* **Exercise requirements**: Could you restate the data below word for word, without its pictures?
[[ Data to process, beginning ]]
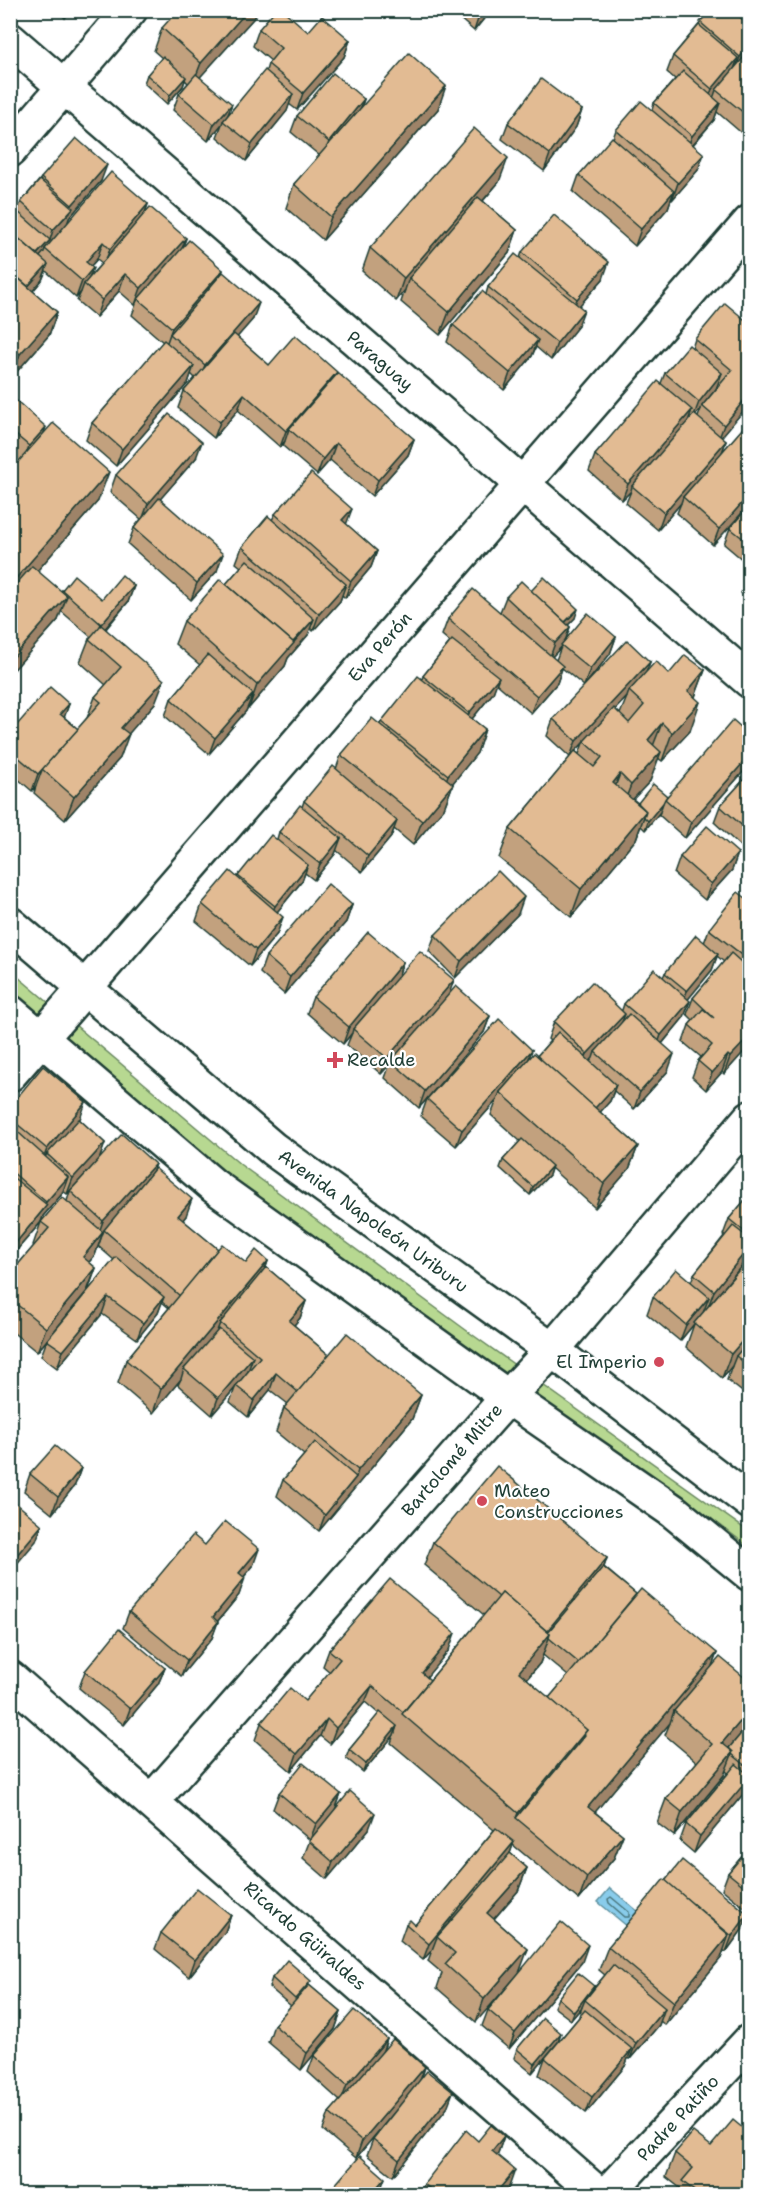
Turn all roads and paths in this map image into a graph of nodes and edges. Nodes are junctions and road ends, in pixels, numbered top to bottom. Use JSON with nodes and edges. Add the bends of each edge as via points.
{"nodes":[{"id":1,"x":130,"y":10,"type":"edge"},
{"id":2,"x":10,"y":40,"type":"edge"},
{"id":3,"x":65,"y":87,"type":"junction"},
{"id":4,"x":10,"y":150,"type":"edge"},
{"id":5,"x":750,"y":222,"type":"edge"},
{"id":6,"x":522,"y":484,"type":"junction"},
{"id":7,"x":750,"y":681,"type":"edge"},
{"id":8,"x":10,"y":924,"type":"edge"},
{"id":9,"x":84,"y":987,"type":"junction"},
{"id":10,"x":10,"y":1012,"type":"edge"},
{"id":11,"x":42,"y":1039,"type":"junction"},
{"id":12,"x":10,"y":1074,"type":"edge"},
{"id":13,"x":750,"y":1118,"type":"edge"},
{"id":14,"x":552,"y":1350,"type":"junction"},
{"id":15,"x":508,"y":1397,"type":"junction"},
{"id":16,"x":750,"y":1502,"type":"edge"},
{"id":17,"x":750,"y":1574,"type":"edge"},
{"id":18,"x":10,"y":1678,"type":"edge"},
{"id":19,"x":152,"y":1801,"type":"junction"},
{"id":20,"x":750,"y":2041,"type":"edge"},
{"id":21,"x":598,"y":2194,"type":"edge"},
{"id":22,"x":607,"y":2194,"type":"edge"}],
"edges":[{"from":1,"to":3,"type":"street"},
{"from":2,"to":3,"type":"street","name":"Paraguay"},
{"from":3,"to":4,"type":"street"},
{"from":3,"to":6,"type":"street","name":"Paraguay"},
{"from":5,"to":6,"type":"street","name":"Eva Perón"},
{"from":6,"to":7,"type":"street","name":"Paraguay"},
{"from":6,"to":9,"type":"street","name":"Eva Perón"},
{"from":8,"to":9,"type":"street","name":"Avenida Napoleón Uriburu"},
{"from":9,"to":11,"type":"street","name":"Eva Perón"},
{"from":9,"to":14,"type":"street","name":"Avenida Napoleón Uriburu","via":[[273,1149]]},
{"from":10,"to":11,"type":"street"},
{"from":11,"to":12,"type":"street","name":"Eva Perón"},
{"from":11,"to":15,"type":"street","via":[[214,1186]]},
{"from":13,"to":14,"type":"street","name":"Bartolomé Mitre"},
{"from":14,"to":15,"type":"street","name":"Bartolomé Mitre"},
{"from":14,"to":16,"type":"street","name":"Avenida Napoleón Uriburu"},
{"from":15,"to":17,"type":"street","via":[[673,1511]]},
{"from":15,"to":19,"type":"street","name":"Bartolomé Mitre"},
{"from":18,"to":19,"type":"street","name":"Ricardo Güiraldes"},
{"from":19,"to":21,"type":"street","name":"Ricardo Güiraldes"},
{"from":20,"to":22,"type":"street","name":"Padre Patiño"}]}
[[ Data to process, end ]]
* **Written response**:
Turn all roads and paths in this map image into a graph of nodes and edges. Nodes are junctions and road ends, in pixels, numbered top to bottom. Use JSON with nodes and edges. Add the bends of each edge as via points.
{"nodes":[{"id":1,"x":130,"y":10,"type":"edge"},
{"id":2,"x":10,"y":40,"type":"edge"},
{"id":3,"x":65,"y":87,"type":"junction"},
{"id":4,"x":10,"y":150,"type":"edge"},
{"id":5,"x":750,"y":222,"type":"edge"},
{"id":6,"x":522,"y":484,"type":"junction"},
{"id":7,"x":750,"y":681,"type":"edge"},
{"id":8,"x":10,"y":924,"type":"edge"},
{"id":9,"x":84,"y":987,"type":"junction"},
{"id":10,"x":10,"y":1012,"type":"edge"},
{"id":11,"x":42,"y":1039,"type":"junction"},
{"id":12,"x":10,"y":1074,"type":"edge"},
{"id":13,"x":750,"y":1118,"type":"edge"},
{"id":14,"x":552,"y":1350,"type":"junction"},
{"id":15,"x":508,"y":1397,"type":"junction"},
{"id":16,"x":750,"y":1502,"type":"edge"},
{"id":17,"x":750,"y":1574,"type":"edge"},
{"id":18,"x":10,"y":1678,"type":"edge"},
{"id":19,"x":152,"y":1801,"type":"junction"},
{"id":20,"x":750,"y":2041,"type":"edge"},
{"id":21,"x":598,"y":2194,"type":"edge"},
{"id":22,"x":607,"y":2194,"type":"edge"}],
"edges":[{"from":1,"to":3,"type":"street"},
{"from":2,"to":3,"type":"street","name":"Paraguay"},
{"from":3,"to":4,"type":"street"},
{"from":3,"to":6,"type":"street","name":"Paraguay"},
{"from":5,"to":6,"type":"street","name":"Eva Perón"},
{"from":6,"to":7,"type":"street","name":"Paraguay"},
{"from":6,"to":9,"type":"street","name":"Eva Perón"},
{"from":8,"to":9,"type":"street","name":"Avenida Napoleón Uriburu"},
{"from":9,"to":11,"type":"street","name":"Eva Perón"},
{"from":9,"to":14,"type":"street","name":"Avenida Napoleón Uriburu","via":[[273,1149]]},
{"from":10,"to":11,"type":"street"},
{"from":11,"to":12,"type":"street","name":"Eva Perón"},
{"from":11,"to":15,"type":"street","via":[[214,1186]]},
{"from":13,"to":14,"type":"street","name":"Bartolomé Mitre"},
{"from":14,"to":15,"type":"street","name":"Bartolomé Mitre"},
{"from":14,"to":16,"type":"street","name":"Avenida Napoleón Uriburu"},
{"from":15,"to":17,"type":"street","via":[[673,1511]]},
{"from":15,"to":19,"type":"street","name":"Bartolomé Mitre"},
{"from":18,"to":19,"type":"street","name":"Ricardo Güiraldes"},
{"from":19,"to":21,"type":"street","name":"Ricardo Güiraldes"},
{"from":20,"to":22,"type":"street","name":"Padre Patiño"}]}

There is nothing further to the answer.